Jefferson Airplane, ‘Chauffeur Blues,’ Signe Anderson’s showcase piece, originally recorded by Memphis Minnie, as heard on Jefferson Airplane Takes Off (1966)


Signe Anderson

Ten songs in Balin announces Anderson’s imminent departure, the crowd immediately starts hollering for “Chauffeur Blues,” from the first album, and immediately the band is into this stomping frolic (written by Lester Melrose and originally recorded by Memphis Minnie) with Anderson alone on lead and wailing it like she was a born earth mama, swaggering and sultry all at once, inspiring in Jorma his most sensuous, screaming solo of the night as a response. (FYI: Airplane buffs will note the presence in the set list of Donovan’s luminous, woozy “Fat Angel,” a song he wrote after being smitten by the Airplane and in which he—through Paul Kantner, who takes the lead vocal—muses, “Fly trans-love airways, get you there on time…Captain High at your service…”).

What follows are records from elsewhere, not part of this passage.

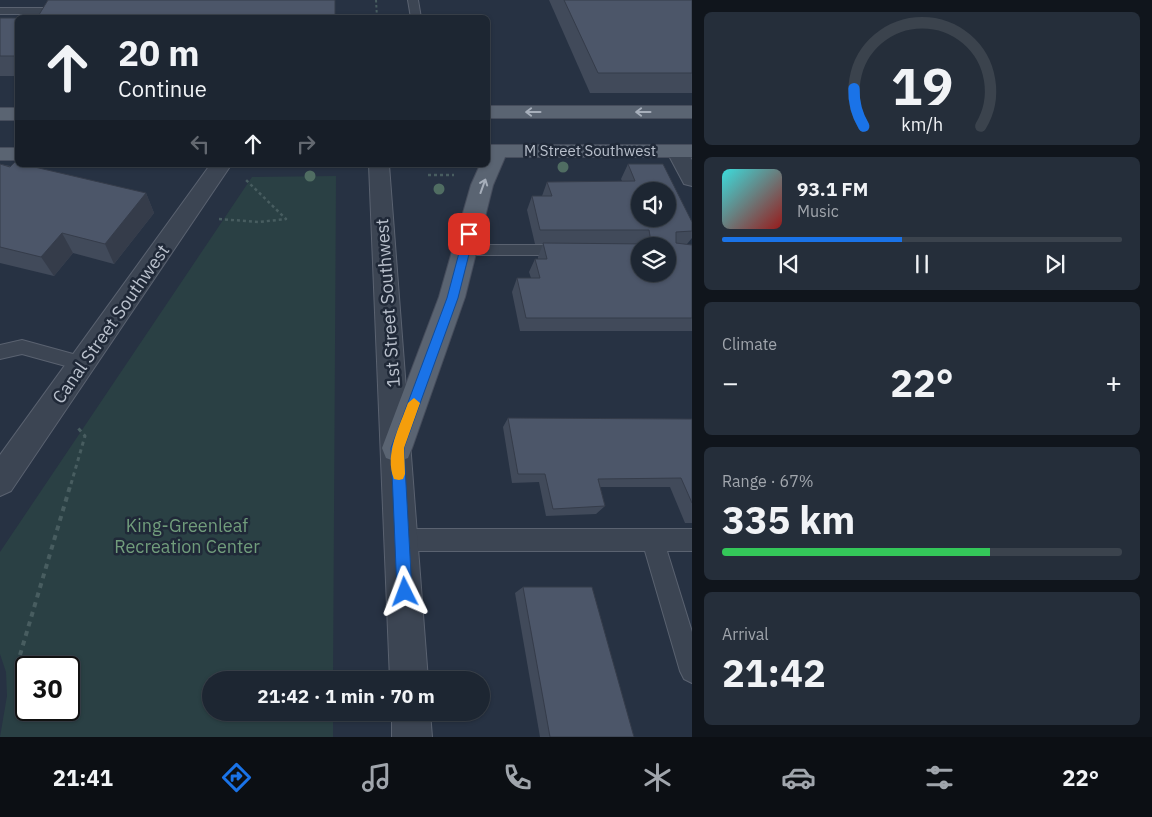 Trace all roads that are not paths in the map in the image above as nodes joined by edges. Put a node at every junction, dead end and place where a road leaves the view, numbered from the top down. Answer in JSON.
{"nodes":[{"id":1,"x":413,"y":0,"type":"edge"},
{"id":2,"x":0,"y":11,"type":"edge"},
{"id":3,"x":52,"y":11,"type":"edge"},
{"id":4,"x":416,"y":15,"type":"edge"},
{"id":5,"x":490,"y":112,"type":"edge"},
{"id":6,"x":692,"y":112,"type":"edge"},
{"id":7,"x":0,"y":114,"type":"edge"},
{"id":8,"x":15,"y":114,"type":"edge"},
{"id":9,"x":492,"y":151,"type":"edge"},
{"id":10,"x":685,"y":152,"type":"edge"},
{"id":11,"x":0,"y":154,"type":"edge"},
{"id":12,"x":15,"y":154,"type":"edge"},
{"id":13,"x":220,"y":167,"type":"edge"},
{"id":14,"x":379,"y":167,"type":"edge"},
{"id":15,"x":487,"y":167,"type":"edge"},
{"id":16,"x":692,"y":179,"type":"edge"},
{"id":17,"x":465,"y":250,"type":"junction"},
{"id":18,"x":574,"y":251,"type":"edge"},
{"id":19,"x":0,"y":352,"type":"edge"},
{"id":20,"x":84,"y":364,"type":"junction"},
{"id":21,"x":398,"y":448,"type":"junction"},
{"id":22,"x":0,"y":481,"type":"edge"},
{"id":23,"x":402,"y":540,"type":"junction"},
{"id":24,"x":653,"y":540,"type":"junction"},
{"id":25,"x":692,"y":540,"type":"edge"},
{"id":26,"x":409,"y":671,"type":"edge"},
{"id":27,"x":692,"y":671,"type":"edge"},
{"id":28,"x":411,"y":721,"type":"edge"},
{"id":29,"x":412,"y":737,"type":"edge"}],
"edges":[{"from":1,"to":4,"type":"lane"},
{"from":2,"to":3,"type":"lane"},
{"from":6,"to":5,"type":"main road","one_way":true},
{"from":7,"to":8,"type":"main road"},
{"from":9,"to":10,"type":"main road","name":"M Street Southwest"},
{"from":10,"to":16,"type":"street"},
{"from":11,"to":12,"type":"main road"},
{"from":13,"to":20,"type":"street","name":"Canal Street Southwest"},
{"from":14,"to":21,"type":"street","name":"1st Street Southwest"},
{"from":17,"to":15,"type":"main road","one_way":true},
{"from":17,"to":18,"type":"lane"},
{"from":17,"to":21,"type":"main road"},
{"from":19,"to":20,"type":"lane"},
{"from":20,"to":22,"type":"street","name":"Canal Street Southwest"},
{"from":21,"to":23,"type":"street","name":"1st Street Southwest"},
{"from":23,"to":24,"type":"lane"},
{"from":23,"to":26,"type":"street","name":"1st Street Southwest"},
{"from":24,"to":25,"type":"lane"},
{"from":24,"to":27,"type":"lane"},
{"from":28,"to":29,"type":"street"}]}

Grace Slick and her brother-in-law Darby Slick were then playing in the Great Society, another up and coming San Francisco band, and she knew some of the Airplane musicians. When the Great Society fell apart, Jack Casady invited Grace to step over to the Airplane and, according to Jeff Tamarkin, “it didn’t take more than a minute for her to answer.” Why Anderson left in the first place remains in dispute: in Tamarkin’s account, both Balin and Airplane manager Bill Thompson assert she was fired, for various reasons; Anderson says she left of her own accord, telling Tamarkin: “I never wanted to leave, but I had another priority, my husband and my child. People always think that sounds really corny and dumb. They say, ’But you were finally making it.’ And I say, ‘If you have nothing left when you’ve gotten there, then why bother to take the journey?’”

In his book Tamarkin did justice to Anderson’s contribution to the Airplane’s success, though, and her performances on the Farewell disc prove she was no extra appendage: she sang great, she had presence.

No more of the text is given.